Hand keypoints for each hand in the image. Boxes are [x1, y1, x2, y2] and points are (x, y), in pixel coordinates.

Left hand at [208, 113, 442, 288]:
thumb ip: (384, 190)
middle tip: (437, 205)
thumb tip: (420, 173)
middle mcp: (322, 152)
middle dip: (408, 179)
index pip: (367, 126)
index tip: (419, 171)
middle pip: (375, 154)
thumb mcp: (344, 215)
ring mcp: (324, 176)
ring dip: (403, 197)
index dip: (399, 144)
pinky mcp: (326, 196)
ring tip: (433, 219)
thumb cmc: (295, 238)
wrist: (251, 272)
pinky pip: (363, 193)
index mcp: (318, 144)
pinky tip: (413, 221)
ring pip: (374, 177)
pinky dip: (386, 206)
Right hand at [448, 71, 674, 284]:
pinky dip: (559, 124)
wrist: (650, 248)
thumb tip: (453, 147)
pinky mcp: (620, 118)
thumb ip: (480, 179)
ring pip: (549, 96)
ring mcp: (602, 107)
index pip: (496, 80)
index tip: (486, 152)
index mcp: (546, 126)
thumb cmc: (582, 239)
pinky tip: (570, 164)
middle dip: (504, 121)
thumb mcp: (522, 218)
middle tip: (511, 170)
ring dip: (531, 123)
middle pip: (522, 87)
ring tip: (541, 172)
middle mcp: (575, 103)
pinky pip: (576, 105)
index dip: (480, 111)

• • • • •

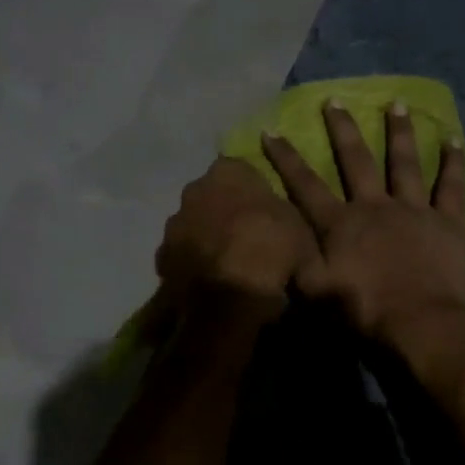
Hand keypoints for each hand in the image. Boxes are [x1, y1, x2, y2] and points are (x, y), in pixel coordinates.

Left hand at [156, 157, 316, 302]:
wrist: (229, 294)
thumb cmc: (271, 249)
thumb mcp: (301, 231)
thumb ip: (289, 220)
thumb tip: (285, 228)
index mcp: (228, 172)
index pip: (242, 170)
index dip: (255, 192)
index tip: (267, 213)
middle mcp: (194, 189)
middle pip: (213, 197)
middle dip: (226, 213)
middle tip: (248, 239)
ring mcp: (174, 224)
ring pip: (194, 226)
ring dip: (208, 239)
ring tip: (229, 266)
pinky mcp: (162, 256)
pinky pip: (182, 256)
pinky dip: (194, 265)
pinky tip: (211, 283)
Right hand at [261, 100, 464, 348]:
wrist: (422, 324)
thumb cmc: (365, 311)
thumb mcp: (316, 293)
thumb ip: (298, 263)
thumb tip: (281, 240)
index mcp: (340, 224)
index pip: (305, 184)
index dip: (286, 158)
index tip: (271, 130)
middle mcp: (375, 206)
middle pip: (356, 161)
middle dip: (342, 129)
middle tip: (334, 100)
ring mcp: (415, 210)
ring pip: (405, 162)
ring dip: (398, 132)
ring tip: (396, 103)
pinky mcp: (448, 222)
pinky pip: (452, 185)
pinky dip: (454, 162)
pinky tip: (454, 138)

• • • • •

### Task item
From the material above, set down exactly the lines starting at the one with "ring pip: (194, 226)" and ending at the one with "index tip: (271, 130)", end lines included.

### Your response
ring pip: (194, 226)
ring dip: (208, 239)
ring tip: (229, 266)
pinky mcp: (162, 256)
pinky pip: (182, 256)
pinky dip: (194, 265)
pinky tip: (211, 283)
Right hand at [261, 100, 464, 348]:
wrist: (422, 324)
thumb cmc: (365, 311)
thumb mcp: (316, 293)
thumb ip: (298, 263)
thumb tip: (281, 240)
index mcp: (340, 224)
index pip: (305, 184)
index dip: (286, 158)
index tip: (271, 130)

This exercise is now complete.